> _DATA UNDER STUDY_
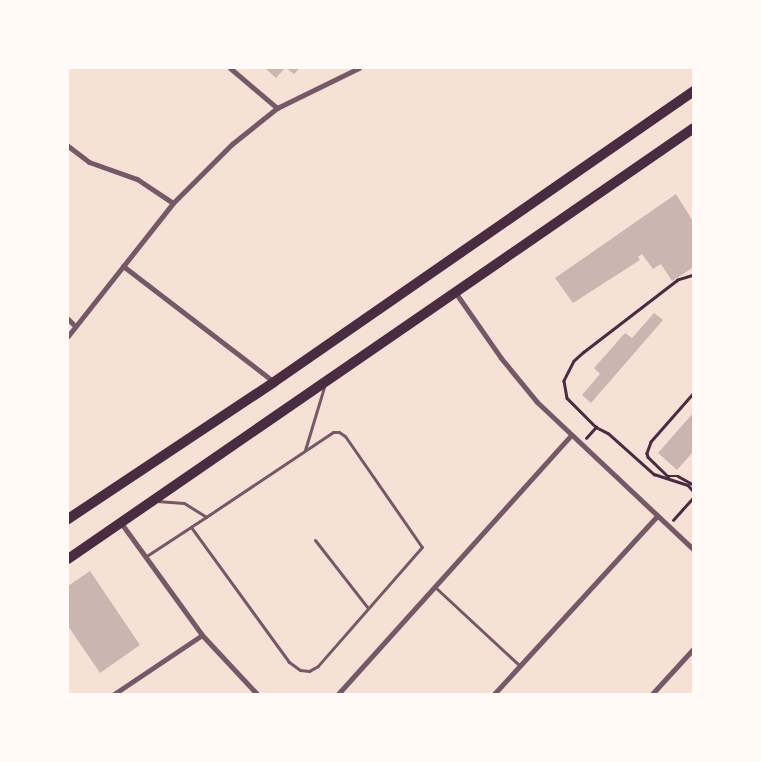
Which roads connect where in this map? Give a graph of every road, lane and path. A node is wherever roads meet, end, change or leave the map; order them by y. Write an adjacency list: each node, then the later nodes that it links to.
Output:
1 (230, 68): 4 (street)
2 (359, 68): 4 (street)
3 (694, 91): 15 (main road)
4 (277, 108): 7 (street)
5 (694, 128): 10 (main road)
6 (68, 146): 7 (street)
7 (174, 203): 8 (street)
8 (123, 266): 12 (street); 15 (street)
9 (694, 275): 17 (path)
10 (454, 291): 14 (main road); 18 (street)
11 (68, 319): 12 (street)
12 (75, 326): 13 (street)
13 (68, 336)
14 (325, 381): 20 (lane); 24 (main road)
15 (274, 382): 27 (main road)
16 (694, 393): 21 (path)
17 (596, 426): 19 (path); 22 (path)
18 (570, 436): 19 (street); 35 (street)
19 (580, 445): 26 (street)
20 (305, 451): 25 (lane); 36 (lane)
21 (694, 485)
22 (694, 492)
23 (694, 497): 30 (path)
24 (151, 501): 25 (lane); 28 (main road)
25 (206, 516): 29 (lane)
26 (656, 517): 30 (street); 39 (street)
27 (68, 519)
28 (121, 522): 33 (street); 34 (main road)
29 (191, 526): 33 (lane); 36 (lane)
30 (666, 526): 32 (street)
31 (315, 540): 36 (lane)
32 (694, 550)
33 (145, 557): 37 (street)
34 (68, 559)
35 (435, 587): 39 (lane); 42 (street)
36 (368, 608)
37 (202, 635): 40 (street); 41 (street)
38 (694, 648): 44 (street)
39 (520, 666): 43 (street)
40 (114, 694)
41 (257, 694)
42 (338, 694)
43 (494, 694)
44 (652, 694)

> _WHAT NEEDS TO BE DONE_
For each record above, write it out exactly and omit any picture.

> _REPLY_
Which roads connect where in this map? Give a graph of every road, lane and path. A node is wherever roads meet, end, change or leave the map; order them by y. Write an adjacency list: each node, then the later nodes that it links to.
Output:
1 (230, 68): 4 (street)
2 (359, 68): 4 (street)
3 (694, 91): 15 (main road)
4 (277, 108): 7 (street)
5 (694, 128): 10 (main road)
6 (68, 146): 7 (street)
7 (174, 203): 8 (street)
8 (123, 266): 12 (street); 15 (street)
9 (694, 275): 17 (path)
10 (454, 291): 14 (main road); 18 (street)
11 (68, 319): 12 (street)
12 (75, 326): 13 (street)
13 (68, 336)
14 (325, 381): 20 (lane); 24 (main road)
15 (274, 382): 27 (main road)
16 (694, 393): 21 (path)
17 (596, 426): 19 (path); 22 (path)
18 (570, 436): 19 (street); 35 (street)
19 (580, 445): 26 (street)
20 (305, 451): 25 (lane); 36 (lane)
21 (694, 485)
22 (694, 492)
23 (694, 497): 30 (path)
24 (151, 501): 25 (lane); 28 (main road)
25 (206, 516): 29 (lane)
26 (656, 517): 30 (street); 39 (street)
27 (68, 519)
28 (121, 522): 33 (street); 34 (main road)
29 (191, 526): 33 (lane); 36 (lane)
30 (666, 526): 32 (street)
31 (315, 540): 36 (lane)
32 (694, 550)
33 (145, 557): 37 (street)
34 (68, 559)
35 (435, 587): 39 (lane); 42 (street)
36 (368, 608)
37 (202, 635): 40 (street); 41 (street)
38 (694, 648): 44 (street)
39 (520, 666): 43 (street)
40 (114, 694)
41 (257, 694)
42 (338, 694)
43 (494, 694)
44 (652, 694)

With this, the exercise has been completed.